12.8.10

JON SECADA, “OTRO DÍA MÁS SIN VERTE”

4th July, 1992


The beat drops, a beat coiled and springy like new jack swing, cool and dusty like trip-hop, and we have arrived. This is Modern Music (mk. 1992), as up-to-the-minute and of-its-time as music ever is, and we have entered a new phase in our journey, almost audibly leveling up (as they say in gaming) into a world where the rules of combat and cheat codes are slightly different even if the basic contour maps remain the same.

And another entry in my increasingly-specific list of firsts is born: this song marks the first time I knew and liked a song on this list at the time, and listened to the radio specifically for it, and knew the words and sometimes sang along if I was sure no one was around to hear. I lived in Guatemala, but it was the English-language version I knew best; though I knew "Otro Día Más" well enough to run the two side-by-side in my head and compare the translation. Secada's bilingual songs, by the way, were as precisely accurate in translation as I've ever seen; unlike Gloria Estefan, he stayed on-message regardless of language.

And here also is where I run up against one of the first barriers of memory and experience between myself and my possible? potential? anyone-out-there? readers. Because I know "Just Another Day (Without You)"/"Otro Día Más Sin Verte" as one of the big, all-encompassing, signature hits of the early 1990s; maybe not quite in the league of "Everything I Do (I Do It For You)" or "Losing My Religion," but also not far behind. But I have no idea whether English-language listeners, whether they were there for the early 90s or not, have similar associations with the song. Was Secada confined to the Latin Pop ghetto, or did he cross over? Was he stuck in adult-contemporary purgatory, or did people dance when they heard him? There's only so much that Wikipedia can tell you.

I don't know. But in the context of this list, this travelogue as I've been calling it with rueful hyperbole, it's a sea change.
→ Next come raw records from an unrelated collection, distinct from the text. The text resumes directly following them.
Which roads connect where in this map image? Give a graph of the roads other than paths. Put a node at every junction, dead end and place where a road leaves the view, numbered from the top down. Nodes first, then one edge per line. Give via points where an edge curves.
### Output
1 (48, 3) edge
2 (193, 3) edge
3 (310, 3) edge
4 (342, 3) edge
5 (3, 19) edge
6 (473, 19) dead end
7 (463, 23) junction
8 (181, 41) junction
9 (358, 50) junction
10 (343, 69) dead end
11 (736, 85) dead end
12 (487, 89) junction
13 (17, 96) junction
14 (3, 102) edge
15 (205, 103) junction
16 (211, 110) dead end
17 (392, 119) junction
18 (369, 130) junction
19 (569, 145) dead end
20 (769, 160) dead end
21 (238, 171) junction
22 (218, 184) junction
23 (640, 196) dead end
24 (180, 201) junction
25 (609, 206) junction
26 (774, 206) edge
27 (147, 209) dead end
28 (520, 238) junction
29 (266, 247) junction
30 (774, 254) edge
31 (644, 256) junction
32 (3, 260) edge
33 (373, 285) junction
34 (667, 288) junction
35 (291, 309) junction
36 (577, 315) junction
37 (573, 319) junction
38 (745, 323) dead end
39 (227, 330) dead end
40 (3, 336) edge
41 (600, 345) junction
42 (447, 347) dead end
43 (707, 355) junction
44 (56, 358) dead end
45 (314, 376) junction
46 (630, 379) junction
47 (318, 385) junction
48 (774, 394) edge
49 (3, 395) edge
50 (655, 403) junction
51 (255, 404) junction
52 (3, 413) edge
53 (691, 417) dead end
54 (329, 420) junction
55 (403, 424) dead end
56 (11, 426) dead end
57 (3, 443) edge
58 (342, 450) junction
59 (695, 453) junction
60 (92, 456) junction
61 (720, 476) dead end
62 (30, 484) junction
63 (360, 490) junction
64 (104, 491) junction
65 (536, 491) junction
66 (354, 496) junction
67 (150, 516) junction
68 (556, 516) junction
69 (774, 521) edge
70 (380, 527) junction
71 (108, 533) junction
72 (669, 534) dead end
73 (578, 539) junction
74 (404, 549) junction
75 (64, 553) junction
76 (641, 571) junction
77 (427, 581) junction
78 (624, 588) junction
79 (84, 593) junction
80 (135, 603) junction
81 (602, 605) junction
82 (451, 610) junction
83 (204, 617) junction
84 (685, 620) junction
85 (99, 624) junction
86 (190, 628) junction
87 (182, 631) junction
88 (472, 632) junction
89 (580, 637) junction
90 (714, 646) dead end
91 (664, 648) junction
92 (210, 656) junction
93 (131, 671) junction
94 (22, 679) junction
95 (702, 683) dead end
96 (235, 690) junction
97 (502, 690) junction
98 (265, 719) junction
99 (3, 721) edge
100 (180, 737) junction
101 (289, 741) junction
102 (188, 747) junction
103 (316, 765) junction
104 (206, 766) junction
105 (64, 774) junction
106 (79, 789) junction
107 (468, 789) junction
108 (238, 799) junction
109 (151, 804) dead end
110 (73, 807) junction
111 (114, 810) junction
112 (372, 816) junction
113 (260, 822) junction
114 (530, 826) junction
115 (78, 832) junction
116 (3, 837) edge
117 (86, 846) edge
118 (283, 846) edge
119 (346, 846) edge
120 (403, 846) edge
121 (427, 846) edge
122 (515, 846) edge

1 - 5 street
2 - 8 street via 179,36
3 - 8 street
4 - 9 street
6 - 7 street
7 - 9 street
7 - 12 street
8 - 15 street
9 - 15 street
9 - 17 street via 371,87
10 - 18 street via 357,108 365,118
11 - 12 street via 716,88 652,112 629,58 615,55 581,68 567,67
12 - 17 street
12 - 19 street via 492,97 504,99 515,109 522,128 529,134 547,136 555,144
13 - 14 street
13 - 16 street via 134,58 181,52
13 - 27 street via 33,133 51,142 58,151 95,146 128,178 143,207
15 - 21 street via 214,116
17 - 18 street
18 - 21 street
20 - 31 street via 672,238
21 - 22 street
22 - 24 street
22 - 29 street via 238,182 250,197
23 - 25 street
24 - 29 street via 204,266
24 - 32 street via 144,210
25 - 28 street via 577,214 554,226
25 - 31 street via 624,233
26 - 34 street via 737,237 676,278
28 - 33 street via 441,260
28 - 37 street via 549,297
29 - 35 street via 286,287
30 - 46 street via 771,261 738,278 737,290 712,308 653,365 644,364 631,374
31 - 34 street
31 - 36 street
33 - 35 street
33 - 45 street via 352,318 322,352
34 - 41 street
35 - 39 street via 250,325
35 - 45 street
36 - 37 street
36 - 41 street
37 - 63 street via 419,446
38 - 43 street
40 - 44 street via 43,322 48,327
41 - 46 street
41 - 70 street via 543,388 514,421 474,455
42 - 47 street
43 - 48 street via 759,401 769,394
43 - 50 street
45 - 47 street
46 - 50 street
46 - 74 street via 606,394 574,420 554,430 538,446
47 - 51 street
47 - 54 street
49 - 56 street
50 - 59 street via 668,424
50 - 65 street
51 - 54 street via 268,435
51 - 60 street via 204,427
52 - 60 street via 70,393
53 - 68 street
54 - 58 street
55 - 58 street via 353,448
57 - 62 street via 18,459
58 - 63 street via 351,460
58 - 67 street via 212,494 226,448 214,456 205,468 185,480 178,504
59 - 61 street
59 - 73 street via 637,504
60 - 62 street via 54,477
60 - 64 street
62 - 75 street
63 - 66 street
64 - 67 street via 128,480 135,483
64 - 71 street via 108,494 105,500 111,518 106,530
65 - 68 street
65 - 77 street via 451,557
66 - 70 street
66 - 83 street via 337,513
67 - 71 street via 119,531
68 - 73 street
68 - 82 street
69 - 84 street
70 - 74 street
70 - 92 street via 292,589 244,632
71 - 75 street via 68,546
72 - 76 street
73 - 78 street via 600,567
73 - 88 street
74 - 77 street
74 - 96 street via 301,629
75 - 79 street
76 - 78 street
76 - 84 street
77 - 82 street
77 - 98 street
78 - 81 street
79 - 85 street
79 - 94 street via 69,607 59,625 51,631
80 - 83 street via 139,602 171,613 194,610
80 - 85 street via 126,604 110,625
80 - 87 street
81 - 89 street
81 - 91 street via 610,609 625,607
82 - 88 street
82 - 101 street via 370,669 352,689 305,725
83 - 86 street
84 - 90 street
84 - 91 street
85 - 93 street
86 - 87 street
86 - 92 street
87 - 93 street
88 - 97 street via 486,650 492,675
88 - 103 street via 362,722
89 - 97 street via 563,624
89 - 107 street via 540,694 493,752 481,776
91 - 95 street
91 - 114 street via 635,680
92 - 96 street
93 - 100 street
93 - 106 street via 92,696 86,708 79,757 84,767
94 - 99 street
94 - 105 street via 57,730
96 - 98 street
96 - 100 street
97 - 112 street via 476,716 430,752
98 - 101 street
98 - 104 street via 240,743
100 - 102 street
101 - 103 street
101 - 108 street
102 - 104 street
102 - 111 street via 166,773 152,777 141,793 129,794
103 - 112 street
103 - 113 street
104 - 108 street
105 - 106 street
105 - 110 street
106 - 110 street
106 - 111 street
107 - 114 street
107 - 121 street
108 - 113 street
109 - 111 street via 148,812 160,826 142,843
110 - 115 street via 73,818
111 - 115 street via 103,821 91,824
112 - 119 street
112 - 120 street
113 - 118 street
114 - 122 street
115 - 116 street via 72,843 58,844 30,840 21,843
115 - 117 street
Secada most definitely does not sound like Luis Miguel or Julio Iglesias or Juan Gabriel, the three biggest male stars we've had up to this point — he sounds not Spanish or Mexican, but American, which is to say black. (Well, he sounds Cuban, which is what his parents were; but if you know your ethnographic history, that's just another way of saying black.) The laid-back club beat, the soulful, extemporaneous voice which rides it comfortably, the way he sings in the back of his throat like an r&b singer instead of clear and from his chest like a ballad crooner — after the last sixty entries, it's like hearing Sam Cooke when all your life you've known nothing but Perry Como.

I don't want to oversell this; it's obviously still a very conventional adult-contemporary ballad, perhaps not all that different from what Michael Bolton and Bryan Adams and Rod Stewart were peddling around the same time, but the springy beat and the Cuban floridity of expression hold it in good stead. I can't possibly be objective about it, and I don't want to be; it's one of the signature songs of my youth, and even if I haven't heard it for fifteen years I still know its every detail with the intimacy of early love.

1 comment:

  1. This song was big, definitely got hunks of play on VH1; I'll bet a lot of Americans who listened to music at that time will hear it and go "Oh, that one," though probably not remembering the name of the performer. I'd say it has significant elements of the rock power ballad, which was bleeding into adult contemporary. Also, it grabs me all over again, though it didn't make my Pazz & Jop ballot. (Magneto, La Sonora Dinamita, Caifanes, Fobia, and Xuxa did, however [also Laissez Faire and Margie Martinée, if freestyle is relevant to the discussion]; not that I know shit about Latin popular music; just happened to hear more than usual that year through Chuck Eddy and Patty Stirling).

    "If You Go" was the other one of Secada's that I remember having a mainstream American impact, i.e., we reviewed it for Radio On, the fanzine predecessor to The Singles Jukebox.